Treat each integer as a string of 31 bits (ignoring the sign bit for nonneg inputs). Insert each into a binary trie keyed by bit value. To find the best partner for x, walk the trie from the highest bit down: at each step, prefer the child labeled with the opposite bit of x — that bit contributes 1 to the XOR. If the opposite child doesn't exist, take the same-bit child (that bit contributes 0). Accumulate the XOR as you walk.

This is the natural generalization of problem #208 (implement trie): swap a 26-alphabet for a 2-alphabet, swap character iteration for bit iteration.

#[derive(Default)]
struct BitTrie {
    children: [Option<Box<BitTrie>>; 2],
}

impl BitTrie {
    fn insert(&mut self, num: i32) {
        let mut node = self;
        for bit in (0..31).rev() {
            let b = ((num >> bit) & 1) as usize;
            node = node.children[b].get_or_insert_with(|| Box::new(BitTrie::default()));
        }
    }

    fn max_xor(&self, num: i32) -> i32 {
        let mut node = self;
        let mut acc = 0i32;
        for bit in (0..31).rev() {
            let b = ((num >> bit) & 1) as usize;
            let want = 1 - b;
            if let Some(child) = node.children[want].as_deref() {
                acc |= 1 << bit;
                node= child;
            } else if let Some(child)= node.children[b].as_deref() {
                node= child;
            } else {
                return acc;
            }
        }
        acc
    }
}

impl Solution {
    pub fn find_maximum_xor(nums: Vec<i32>) -> i32 {
        let mut trie = BitTrie::default();
        for &n in &nums {
            trie.insert(n);
        }
        let mut best = 0i32;
        for &n in &nums {
            best = best.max(trie.max_xor(n));
        }
        best
    }
}
Rust · runnable

Language notes:

  • Rust — the [Option<Box<T>>; 2] pattern mirrors the fixed-array trie in #208. as_deref() converts Option<Box<BitTrie>> into Option<&BitTrie> without re-borrowing.
  • TypeScript — no unsigned >>> needed because LeetCode's input is 0 nums[i] 2³¹ - 1, safely inside signed 32-bit range.

Trace

Greedy bit-by-bit on nums = [3, 10, 5, 25, 2, 8] — the bits matter up through bit 4 (25 = 11001₂).

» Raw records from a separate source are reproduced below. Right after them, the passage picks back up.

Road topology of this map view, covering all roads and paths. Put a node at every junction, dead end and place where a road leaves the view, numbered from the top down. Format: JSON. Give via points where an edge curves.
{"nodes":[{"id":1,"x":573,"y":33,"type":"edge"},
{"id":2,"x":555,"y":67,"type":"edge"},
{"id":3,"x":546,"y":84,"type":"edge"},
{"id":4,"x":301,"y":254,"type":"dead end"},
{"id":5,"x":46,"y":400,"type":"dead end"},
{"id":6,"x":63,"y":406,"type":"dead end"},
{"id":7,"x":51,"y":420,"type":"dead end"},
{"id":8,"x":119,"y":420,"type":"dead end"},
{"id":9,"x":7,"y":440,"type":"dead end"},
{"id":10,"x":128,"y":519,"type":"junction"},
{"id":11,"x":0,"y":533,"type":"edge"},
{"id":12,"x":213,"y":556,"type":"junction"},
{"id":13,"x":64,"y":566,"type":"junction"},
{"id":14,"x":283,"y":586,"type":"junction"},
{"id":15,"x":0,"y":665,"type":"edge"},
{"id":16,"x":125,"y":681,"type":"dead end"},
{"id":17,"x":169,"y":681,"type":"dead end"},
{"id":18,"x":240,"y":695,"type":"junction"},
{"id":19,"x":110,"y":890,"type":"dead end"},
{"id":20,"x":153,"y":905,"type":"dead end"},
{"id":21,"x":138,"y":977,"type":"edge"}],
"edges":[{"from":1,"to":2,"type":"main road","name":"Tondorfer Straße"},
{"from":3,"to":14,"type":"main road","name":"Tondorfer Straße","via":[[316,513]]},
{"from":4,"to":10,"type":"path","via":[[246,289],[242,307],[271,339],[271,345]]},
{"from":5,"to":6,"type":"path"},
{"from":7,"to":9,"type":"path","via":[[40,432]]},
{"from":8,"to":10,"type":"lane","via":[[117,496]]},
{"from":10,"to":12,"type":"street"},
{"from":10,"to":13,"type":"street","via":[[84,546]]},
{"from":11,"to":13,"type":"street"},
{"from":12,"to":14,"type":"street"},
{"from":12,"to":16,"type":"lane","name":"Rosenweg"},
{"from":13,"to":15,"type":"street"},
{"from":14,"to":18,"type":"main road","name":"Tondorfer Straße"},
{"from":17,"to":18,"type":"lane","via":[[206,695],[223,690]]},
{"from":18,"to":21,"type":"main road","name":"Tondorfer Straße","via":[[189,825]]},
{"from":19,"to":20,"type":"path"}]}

Each row shows one bit from high to low:

bitprefixescandidatefound pair?best
4{0, 0, 0, 16, 0, 0}10000yes (0, 16)10000
3{0, 8, 0, 24, 0, 8}11000yes (0, 24)11000
2{0, 8, 4, 24, 0, 8}11100yes (4, 24)11100
1{2, 10, 4, 24, 2, 8}11110no11100
0{3, 10, 5, 25, 2, 8}11101no11100

Final best = 11100₂ = 28. The pair that achieved this is 5 XOR 25 = 28 — confirmed by prefix (4, 24) on bit 2.

Edge cases

  • Single element — only nums[0] exists, no pair; return 0. Both max_xor(n) on a trie holding only n and the empty greedy loop return 0.
  • All identical values — every pair XORs to 0; return 0.
  • Powers of two[1, 2, 4, 8] gives 8 ^ 4 = 12 (best); illustrates that the highest set bit in the winner comes from the single largest value.
  • Zero present0 ^ x = x for any x, so the largest number in the array is always a candidate partner for 0.

Takeaway

XOR-extremum problems succumb to bit-greedy thinking plus a structure that answers "does the opposite bit exist at this level?". The hash-set method is a clever reformulation; the trie is the reusable tool.

Once you've built the bit trie here, problem #1707 ("max XOR with a limit") falls out as "same trie, sort queries by limit, insert numbers up to the limit before querying", and #1734 ("decode XORed perm") becomes much easier to think about.